Stored items
○ ○ ○ ○ ○ ○ ○

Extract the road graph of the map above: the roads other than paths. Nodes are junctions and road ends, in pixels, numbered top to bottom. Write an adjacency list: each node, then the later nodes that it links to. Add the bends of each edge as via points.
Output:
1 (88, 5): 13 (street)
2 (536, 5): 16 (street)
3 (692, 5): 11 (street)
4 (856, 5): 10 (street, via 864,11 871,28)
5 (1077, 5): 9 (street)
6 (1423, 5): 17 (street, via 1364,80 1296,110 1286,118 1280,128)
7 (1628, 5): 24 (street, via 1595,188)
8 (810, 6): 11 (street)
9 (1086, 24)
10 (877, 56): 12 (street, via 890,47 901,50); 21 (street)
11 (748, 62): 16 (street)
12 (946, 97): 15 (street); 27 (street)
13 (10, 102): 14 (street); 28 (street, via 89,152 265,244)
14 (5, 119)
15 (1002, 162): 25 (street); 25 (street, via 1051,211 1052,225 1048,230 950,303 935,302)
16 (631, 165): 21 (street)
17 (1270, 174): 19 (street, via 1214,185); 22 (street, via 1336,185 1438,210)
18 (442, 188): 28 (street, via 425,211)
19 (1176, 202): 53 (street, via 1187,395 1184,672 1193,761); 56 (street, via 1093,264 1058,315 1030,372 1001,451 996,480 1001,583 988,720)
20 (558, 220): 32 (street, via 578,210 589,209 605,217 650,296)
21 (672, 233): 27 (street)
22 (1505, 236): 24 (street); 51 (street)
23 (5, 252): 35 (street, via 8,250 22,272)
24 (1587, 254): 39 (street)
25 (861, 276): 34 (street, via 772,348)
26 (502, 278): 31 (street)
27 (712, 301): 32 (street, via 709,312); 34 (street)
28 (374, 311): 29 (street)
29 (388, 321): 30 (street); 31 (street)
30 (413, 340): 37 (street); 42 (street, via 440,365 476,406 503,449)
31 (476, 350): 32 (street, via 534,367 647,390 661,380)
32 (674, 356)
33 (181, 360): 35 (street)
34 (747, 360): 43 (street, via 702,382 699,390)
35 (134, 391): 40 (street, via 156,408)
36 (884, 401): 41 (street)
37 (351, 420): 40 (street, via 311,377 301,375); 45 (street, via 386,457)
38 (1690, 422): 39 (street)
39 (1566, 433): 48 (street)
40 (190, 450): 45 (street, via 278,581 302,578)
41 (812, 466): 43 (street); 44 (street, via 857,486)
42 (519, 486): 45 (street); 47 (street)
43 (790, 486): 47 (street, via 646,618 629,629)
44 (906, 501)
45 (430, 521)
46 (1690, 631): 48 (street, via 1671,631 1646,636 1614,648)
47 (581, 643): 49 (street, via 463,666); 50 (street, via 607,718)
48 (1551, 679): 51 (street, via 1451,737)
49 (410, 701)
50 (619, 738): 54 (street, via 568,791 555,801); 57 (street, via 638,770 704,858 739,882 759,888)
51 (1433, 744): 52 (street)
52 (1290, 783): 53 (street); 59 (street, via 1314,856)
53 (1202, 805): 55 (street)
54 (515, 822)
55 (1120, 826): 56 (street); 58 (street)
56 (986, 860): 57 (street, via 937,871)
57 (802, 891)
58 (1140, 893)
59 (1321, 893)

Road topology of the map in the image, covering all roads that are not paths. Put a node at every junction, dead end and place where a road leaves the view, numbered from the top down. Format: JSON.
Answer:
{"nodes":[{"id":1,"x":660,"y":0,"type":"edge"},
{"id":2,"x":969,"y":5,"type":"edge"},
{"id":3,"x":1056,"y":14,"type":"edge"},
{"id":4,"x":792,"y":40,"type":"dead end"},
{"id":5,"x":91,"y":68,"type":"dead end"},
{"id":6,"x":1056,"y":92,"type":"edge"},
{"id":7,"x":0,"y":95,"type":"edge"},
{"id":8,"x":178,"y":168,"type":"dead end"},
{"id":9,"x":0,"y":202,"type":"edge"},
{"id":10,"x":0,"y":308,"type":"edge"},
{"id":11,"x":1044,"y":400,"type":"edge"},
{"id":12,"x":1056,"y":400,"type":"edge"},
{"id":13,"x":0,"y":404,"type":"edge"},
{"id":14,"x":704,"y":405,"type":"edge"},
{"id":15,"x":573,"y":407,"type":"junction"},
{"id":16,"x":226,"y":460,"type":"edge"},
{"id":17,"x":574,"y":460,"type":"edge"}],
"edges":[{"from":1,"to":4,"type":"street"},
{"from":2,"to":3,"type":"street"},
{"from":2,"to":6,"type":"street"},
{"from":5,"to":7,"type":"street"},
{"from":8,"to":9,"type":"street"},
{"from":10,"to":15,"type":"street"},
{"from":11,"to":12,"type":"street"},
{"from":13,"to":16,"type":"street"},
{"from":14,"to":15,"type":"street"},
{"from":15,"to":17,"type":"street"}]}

○ ○ ○ ○ ○ ○ ○

→ **Problem details**: Search the records for the string "nodes", and copy every line that holds it.

→ **Problem solution**:
Extract the road graph of the map above: the roads other than paths. Nodes are junctions and road ends, in pixels, numbered top to bottom. Write an adjacency list: each node, then the later nodes that it links to. Add the bends of each edge as via points.
{"nodes":[{"id":1,"x":660,"y":0,"type":"edge"},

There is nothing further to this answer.